Using the key with SSH in Terminal

Put your private key file in the standard location ~/.ssh/id_rsa on the machine you are using to connect to the Pre or you can inform ssh by using the -i switch as follow:

user@host:~$ ssh -i /path/to/private/key remoteuser@remotehost

Enabling non-root Password logins via SSH using the command line

Access the command line on your Pre via Terminal, SSH, or Novaterm.

Type the following at the root prompt to allow write access to your / disk:

mount -o remount,rw /

Edit the mobi.optware.openssh file in the /etc/event.d/ directory. Find the exec line and change

PasswordAuthentication no"

to

"PasswordAuthentication yes"

The line should now look like this:

exec /opt/sbin/sshd -D -p 22 -o "PasswordAuthentication yes" -o "PermitRootLogin without-password"
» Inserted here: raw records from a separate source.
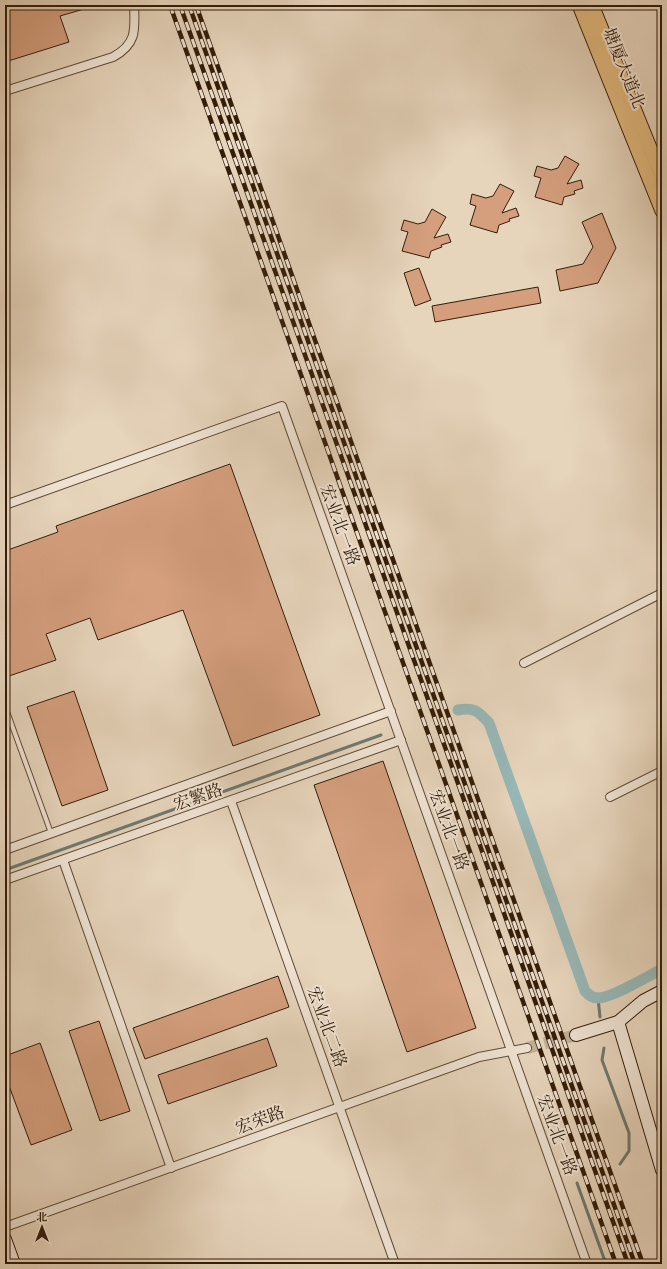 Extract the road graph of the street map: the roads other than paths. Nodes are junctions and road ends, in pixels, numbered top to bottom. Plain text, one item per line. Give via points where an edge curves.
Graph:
1 (134, 5) edge
2 (579, 5) edge
3 (592, 5) edge
4 (5, 91) edge
5 (662, 177) edge
6 (662, 211) edge
7 (5, 505) edge
8 (662, 593) edge
9 (524, 663) dead end
10 (5, 706) edge
11 (391, 711) junction
12 (401, 740) junction
13 (662, 771) edge
14 (610, 797) dead end
15 (231, 801) junction
16 (51, 833) junction
17 (5, 850) edge
18 (63, 860) junction
19 (5, 880) edge
20 (662, 991) edge
21 (618, 1022) junction
22 (576, 1035) tunnel mouth
23 (527, 1048) tunnel mouth
24 (511, 1051) junction
25 (340, 1107) junction
26 (170, 1168) junction
27 (662, 1170) edge
28 (5, 1227) edge
29 (5, 1239) edge
30 (14, 1264) edge
31 (395, 1264) edge
32 (587, 1264) edge

1 - 4 street via 133,36 121,52 113,57
2 - 6 main road, 塘厦大道北
3 - 5 main road, 塘厦大道北
7 - 11 street, 宏业北一路 via 282,406
8 - 9 street
10 - 16 lane
11 - 12 street, 宏业北一路
11 - 16 street
12 - 15 street, 宏繁路
12 - 24 street, 宏业北一路
13 - 14 street
15 - 18 street, 宏繁路
15 - 25 street, 宏业北二路
16 - 17 street
18 - 19 street, 宏繁路
18 - 26 street
20 - 21 street via 643,1001
21 - 22 street
21 - 27 street
23 - 24 street, 宏荣路
24 - 25 street, 宏荣路 via 479,1057
24 - 32 street, 宏业北一路
25 - 26 street, 宏荣路
25 - 31 street, 宏业北二路
26 - 28 street, 宏荣路
29 - 30 street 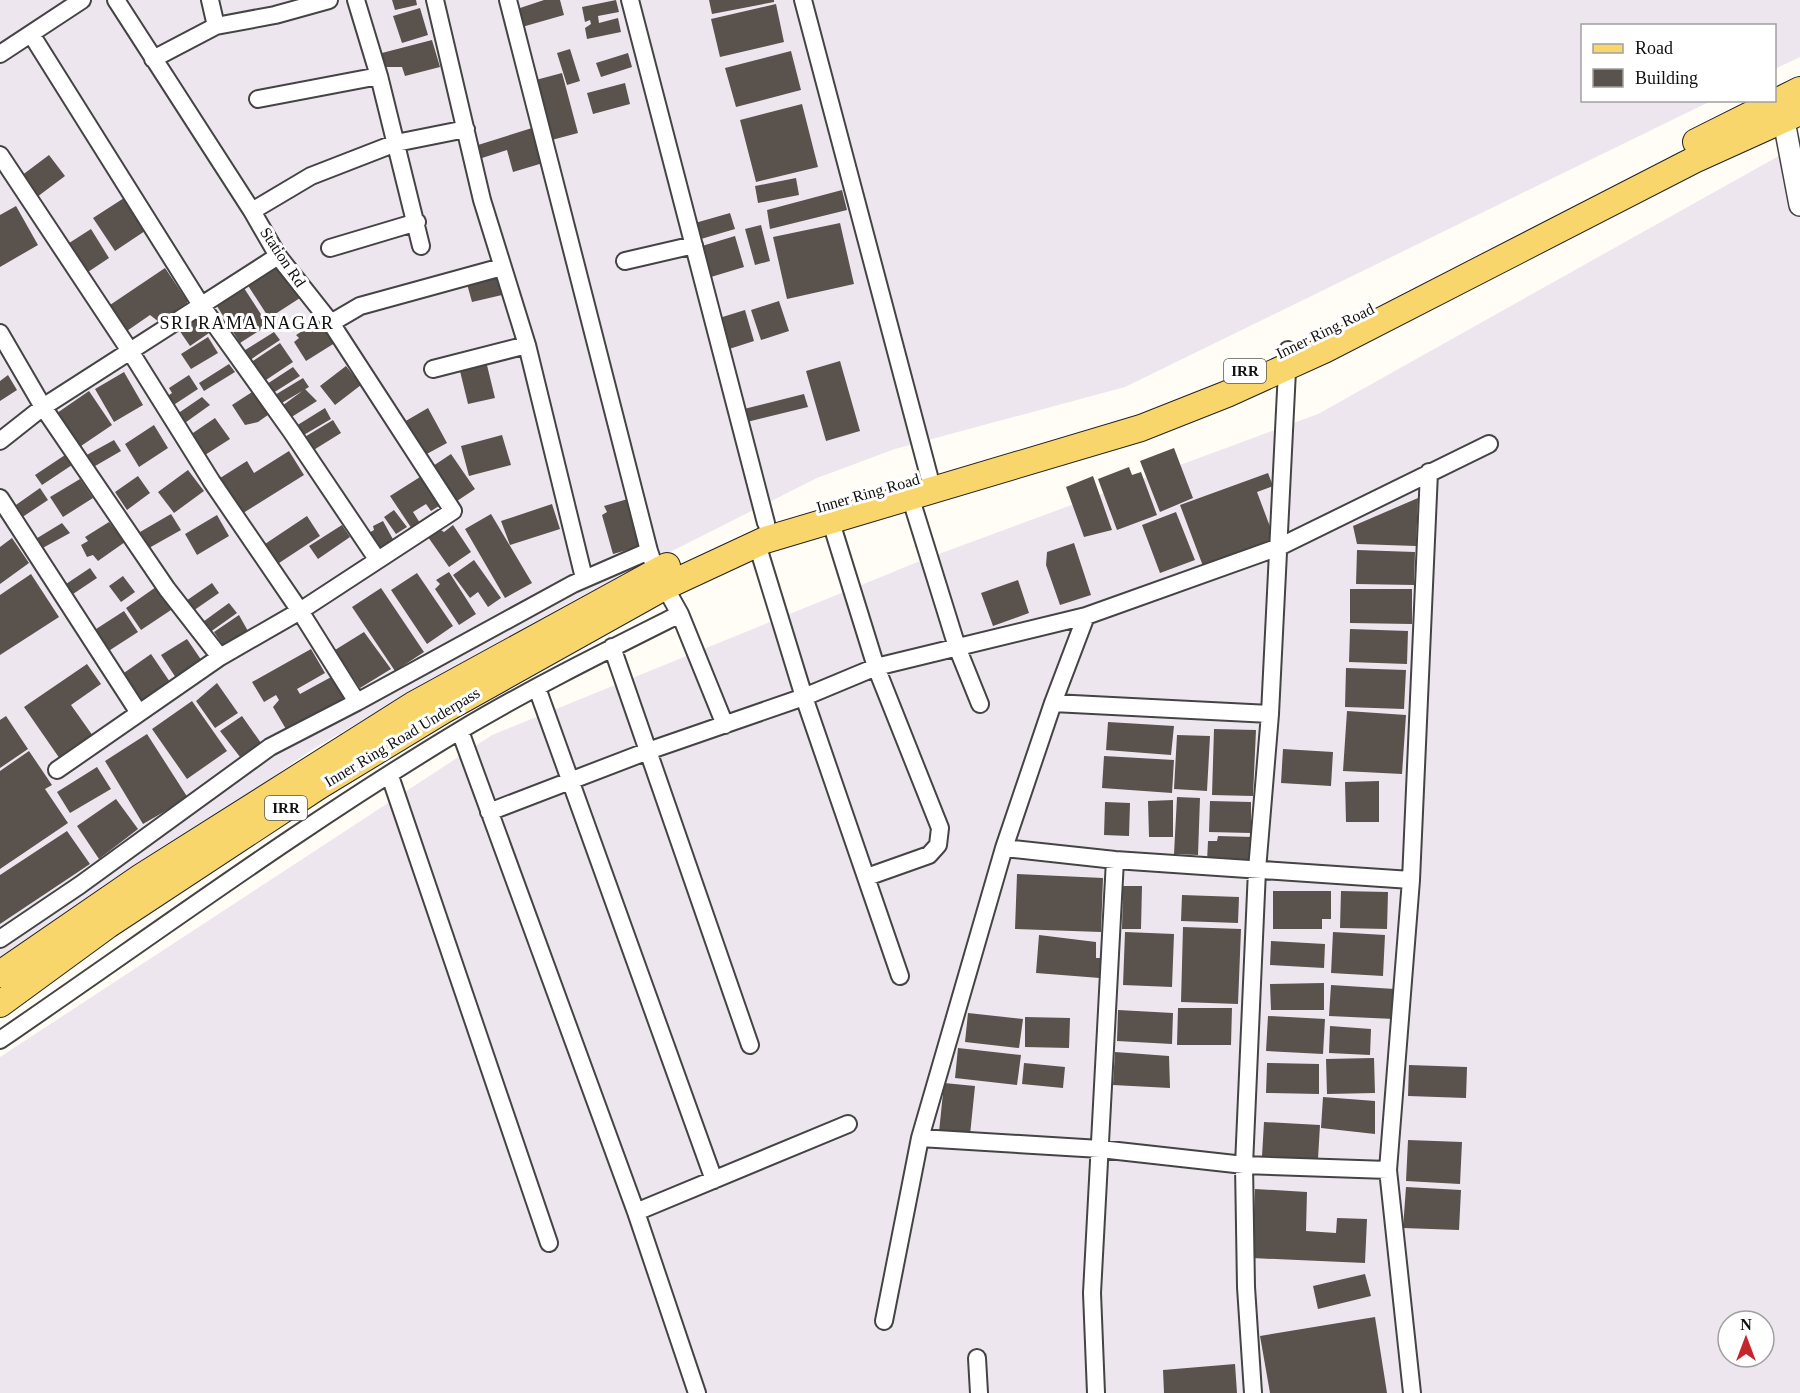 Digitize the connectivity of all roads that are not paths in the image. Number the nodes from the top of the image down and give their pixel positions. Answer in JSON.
{"nodes":[{"id":1,"x":82,"y":0,"type":"edge"},
{"id":2,"x":117,"y":0,"type":"edge"},
{"id":3,"x":210,"y":0,"type":"edge"},
{"id":4,"x":330,"y":0,"type":"edge"},
{"id":5,"x":356,"y":0,"type":"edge"},
{"id":6,"x":435,"y":0,"type":"edge"},
{"id":7,"x":508,"y":0,"type":"edge"},
{"id":8,"x":630,"y":0,"type":"edge"},
{"id":9,"x":803,"y":0,"type":"edge"},
{"id":10,"x":274,"y":7,"type":"edge"},
{"id":11,"x":216,"y":26,"type":"junction"},
{"id":12,"x":31,"y":34,"type":"junction"},
{"id":13,"x":0,"y":54,"type":"edge"},
{"id":14,"x":153,"y":58,"type":"junction"},
{"id":15,"x":379,"y":76,"type":"junction"},
{"id":16,"x":258,"y":99,"type":"dead end"},
{"id":17,"x":1793,"y":105,"type":"edge"},
{"id":18,"x":466,"y":129,"type":"junction"},
{"id":19,"x":396,"y":143,"type":"junction"},
{"id":20,"x":0,"y":155,"type":"edge"},
{"id":21,"x":1800,"y":205,"type":"edge"},
{"id":22,"x":252,"y":211,"type":"junction"},
{"id":23,"x":417,"y":222,"type":"junction"},
{"id":24,"x":694,"y":245,"type":"junction"},
{"id":25,"x":422,"y":246,"type":"dead end"},
{"id":26,"x":330,"y":248,"type":"dead end"},
{"id":27,"x":278,"y":256,"type":"junction"},
{"id":28,"x":625,"y":261,"type":"dead end"},
{"id":29,"x":502,"y":267,"type":"junction"},
{"id":30,"x":201,"y":305,"type":"junction"},
{"id":31,"x":331,"y":323,"type":"junction"},
{"id":32,"x":0,"y":333,"type":"edge"},
{"id":33,"x":527,"y":345,"type":"junction"},
{"id":34,"x":130,"y":351,"type":"junction"},
{"id":35,"x":1288,"y":357,"type":"junction"},
{"id":36,"x":433,"y":369,"type":"dead end"},
{"id":37,"x":43,"y":406,"type":"junction"},
{"id":38,"x":0,"y":441,"type":"edge"},
{"id":39,"x":1489,"y":444,"type":"dead end"},
{"id":40,"x":1429,"y":472,"type":"junction"},
{"id":41,"x":929,"y":476,"type":"junction"},
{"id":42,"x":910,"y":496,"type":"junction"},
{"id":43,"x":0,"y":498,"type":"edge"},
{"id":44,"x":830,"y":519,"type":"junction"},
{"id":45,"x":761,"y":533,"type":"junction"},
{"id":46,"x":1279,"y":547,"type":"junction"},
{"id":47,"x":377,"y":560,"type":"junction"},
{"id":48,"x":656,"y":570,"type":"junction"},
{"id":49,"x":584,"y":579,"type":"junction"},
{"id":50,"x":300,"y":611,"type":"junction"},
{"id":51,"x":680,"y":614,"type":"junction"},
{"id":52,"x":1086,"y":616,"type":"junction"},
{"id":53,"x":612,"y":647,"type":"junction"},
{"id":54,"x":957,"y":647,"type":"junction"},
{"id":55,"x":220,"y":657,"type":"junction"},
{"id":56,"x":876,"y":667,"type":"junction"},
{"id":57,"x":537,"y":688,"type":"junction"},
{"id":58,"x":804,"y":697,"type":"junction"},
{"id":59,"x":357,"y":702,"type":"junction"},
{"id":60,"x":1053,"y":703,"type":"junction"},
{"id":61,"x":980,"y":704,"type":"dead end"},
{"id":62,"x":139,"y":713,"type":"junction"},
{"id":63,"x":1270,"y":714,"type":"junction"},
{"id":64,"x":725,"y":725,"type":"junction"},
{"id":65,"x":460,"y":731,"type":"junction"},
{"id":66,"x":648,"y":751,"type":"junction"},
{"id":67,"x":57,"y":770,"type":"dead end"},
{"id":68,"x":390,"y":776,"type":"junction"},
{"id":69,"x":569,"y":780,"type":"junction"},
{"id":70,"x":489,"y":812,"type":"junction"},
{"id":71,"x":1004,"y":848,"type":"junction"},
{"id":72,"x":1115,"y":861,"type":"junction"},
{"id":73,"x":1257,"y":870,"type":"junction"},
{"id":74,"x":867,"y":877,"type":"junction"},
{"id":75,"x":1411,"y":880,"type":"junction"},
{"id":76,"x":0,"y":939,"type":"edge"},
{"id":77,"x":0,"y":974,"type":"edge"},
{"id":78,"x":900,"y":976,"type":"dead end"},
{"id":79,"x":0,"y":1004,"type":"edge"},
{"id":80,"x":0,"y":1041,"type":"edge"},
{"id":81,"x":750,"y":1045,"type":"dead end"},
{"id":82,"x":848,"y":1124,"type":"dead end"},
{"id":83,"x":920,"y":1138,"type":"junction"},
{"id":84,"x":1100,"y":1149,"type":"junction"},
{"id":85,"x":1244,"y":1165,"type":"junction"},
{"id":86,"x":1388,"y":1170,"type":"junction"},
{"id":87,"x":714,"y":1180,"type":"junction"},
{"id":88,"x":636,"y":1212,"type":"junction"},
{"id":89,"x":549,"y":1243,"type":"dead end"},
{"id":90,"x":884,"y":1321,"type":"dead end"},
{"id":91,"x":977,"y":1358,"type":"dead end"},
{"id":92,"x":697,"y":1393,"type":"edge"},
{"id":93,"x":979,"y":1393,"type":"edge"},
{"id":94,"x":1096,"y":1393,"type":"edge"},
{"id":95,"x":1253,"y":1393,"type":"edge"},
{"id":96,"x":1412,"y":1393,"type":"edge"}],
"edges":[{"from":1,"to":12,"type":"street"},
{"from":2,"to":14,"type":"street","name":"Station Rd"},
{"from":3,"to":11,"type":"street"},
{"from":4,"to":10,"type":"street"},
{"from":5,"to":15,"type":"street"},
{"from":6,"to":18,"type":"street"},
{"from":7,"to":48,"type":"street"},
{"from":8,"to":24,"type":"street"},
{"from":9,"to":41,"type":"street"},
{"from":10,"to":11,"type":"street"},
{"from":11,"to":14,"type":"street"},
{"from":12,"to":13,"type":"street"},
{"from":12,"to":30,"type":"street"},
{"from":14,"to":22,"type":"street","name":"Station Rd"},
{"from":15,"to":16,"type":"street"},
{"from":15,"to":19,"type":"street"},
{"from":17,"to":21,"type":"street"},
{"from":17,"to":35,"type":"main road","name":"Inner Ring Road","number":"IRR"},
{"from":18,"to":19,"type":"street"},
{"from":18,"to":29,"type":"street"},
{"from":19,"to":22,"type":"street"},
{"from":19,"to":23,"type":"street"},
{"from":20,"to":34,"type":"street"},
{"from":22,"to":27,"type":"street","name":"Station Rd"},
{"from":23,"to":25,"type":"street"},
{"from":23,"to":26,"type":"street"},
{"from":24,"to":28,"type":"street"},
{"from":24,"to":45,"type":"street"},
{"from":27,"to":30,"type":"street"},
{"from":27,"to":31,"type":"street","name":"Station Rd"},
{"from":29,"to":31,"type":"street"},
{"from":29,"to":33,"type":"street"},
{"from":30,"to":34,"type":"street"},
{"from":30,"to":47,"type":"street"},
{"from":31,"to":47,"type":"street","name":"Station Rd"},
{"from":32,"to":37,"type":"street"},
{"from":33,"to":36,"type":"street"},
{"from":33,"to":49,"type":"street"},
{"from":34,"to":37,"type":"street"},
{"from":34,"to":50,"type":"street"},
{"from":35,"to":41,"type":"main road","name":"Inner Ring Road","number":"IRR"},
{"from":35,"to":42,"type":"main road","name":"Inner Ring Road","number":"IRR"},
{"from":35,"to":46,"type":"street"},
{"from":37,"to":38,"type":"street"},
{"from":37,"to":55,"type":"street"},
{"from":39,"to":40,"type":"street"},
{"from":40,"to":46,"type":"street"},
{"from":40,"to":75,"type":"street"},
{"from":41,"to":45,"type":"main road","name":"Inner Ring Road","number":"IRR"},
{"from":42,"to":44,"type":"main road","name":"Inner Ring Road","number":"IRR"},
{"from":42,"to":54,"type":"street"},
{"from":43,"to":62,"type":"street"},
{"from":44,"to":45,"type":"main road","name":"Inner Ring Road","number":"IRR"},
{"from":44,"to":56,"type":"street"},
{"from":45,"to":48,"type":"main road","name":"Inner Ring Road","number":"IRR"},
{"from":45,"to":58,"type":"street"},
{"from":46,"to":52,"type":"street"},
{"from":46,"to":63,"type":"street"},
{"from":47,"to":50,"type":"street"},
{"from":48,"to":49,"type":"street"},
{"from":48,"to":51,"type":"street"},
{"from":48,"to":77,"type":"main road","name":"Inner Ring Road Underpass","number":"IRR"},
{"from":48,"to":79,"type":"main road","name":"Inner Ring Road Underpass","number":"IRR"},
{"from":49,"to":59,"type":"street"},
{"from":50,"to":55,"type":"street"},
{"from":50,"to":59,"type":"street"},
{"from":51,"to":53,"type":"street"},
{"from":51,"to":64,"type":"street"},
{"from":52,"to":54,"type":"street"},
{"from":52,"to":60,"type":"street"},
{"from":53,"to":57,"type":"street"},
{"from":53,"to":66,"type":"street"},
{"from":54,"to":56,"type":"street"},
{"from":54,"to":61,"type":"street"},
{"from":55,"to":62,"type":"street"},
{"from":56,"to":58,"type":"street"},
{"from":56,"to":74,"type":"street"},
{"from":57,"to":65,"type":"street"},
{"from":57,"to":69,"type":"street"},
{"from":58,"to":64,"type":"street"},
{"from":58,"to":74,"type":"street"},
{"from":59,"to":76,"type":"street"},
{"from":60,"to":63,"type":"street"},
{"from":60,"to":71,"type":"street"},
{"from":62,"to":67,"type":"street"},
{"from":63,"to":73,"type":"street"},
{"from":64,"to":66,"type":"street"},
{"from":65,"to":68,"type":"street"},
{"from":65,"to":70,"type":"street"},
{"from":66,"to":69,"type":"street"},
{"from":66,"to":81,"type":"street"},
{"from":68,"to":80,"type":"street"},
{"from":68,"to":89,"type":"street"},
{"from":69,"to":70,"type":"street"},
{"from":69,"to":87,"type":"street"},
{"from":70,"to":88,"type":"street"},
{"from":71,"to":72,"type":"street"},
{"from":71,"to":83,"type":"street"},
{"from":72,"to":73,"type":"street"},
{"from":72,"to":84,"type":"street"},
{"from":73,"to":75,"type":"street"},
{"from":73,"to":85,"type":"street"},
{"from":74,"to":78,"type":"street"},
{"from":75,"to":86,"type":"street"},
{"from":82,"to":87,"type":"street"},
{"from":83,"to":84,"type":"street"},
{"from":83,"to":90,"type":"street"},
{"from":84,"to":85,"type":"street"},
{"from":84,"to":94,"type":"street"},
{"from":85,"to":86,"type":"street"},
{"from":85,"to":95,"type":"street"},
{"from":86,"to":96,"type":"street"},
{"from":87,"to":88,"type":"street"},
{"from":88,"to":92,"type":"street"},
{"from":91,"to":93,"type":"street"}]}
Save and exit with ZZ or :wq, then restart the openssh service as follows:

stop mobi.optware.openssh
start mobi.optware.openssh

Once you are finished make sure you make your / disk read-only again (this is the default):

mount -o remount,ro /

Do not change anything else. Now if you've created a username for yourself and set a password, you'll be able to log in with a password. After every Palm WebOS upgrade, you'll need to recreate any accounts other than root with adduser <account>, which will then prompt you to set a password.

Warning: It is strongly suggested that you set up another ssh key for any additional users instead of using the password authentication method. Just follow the steps above.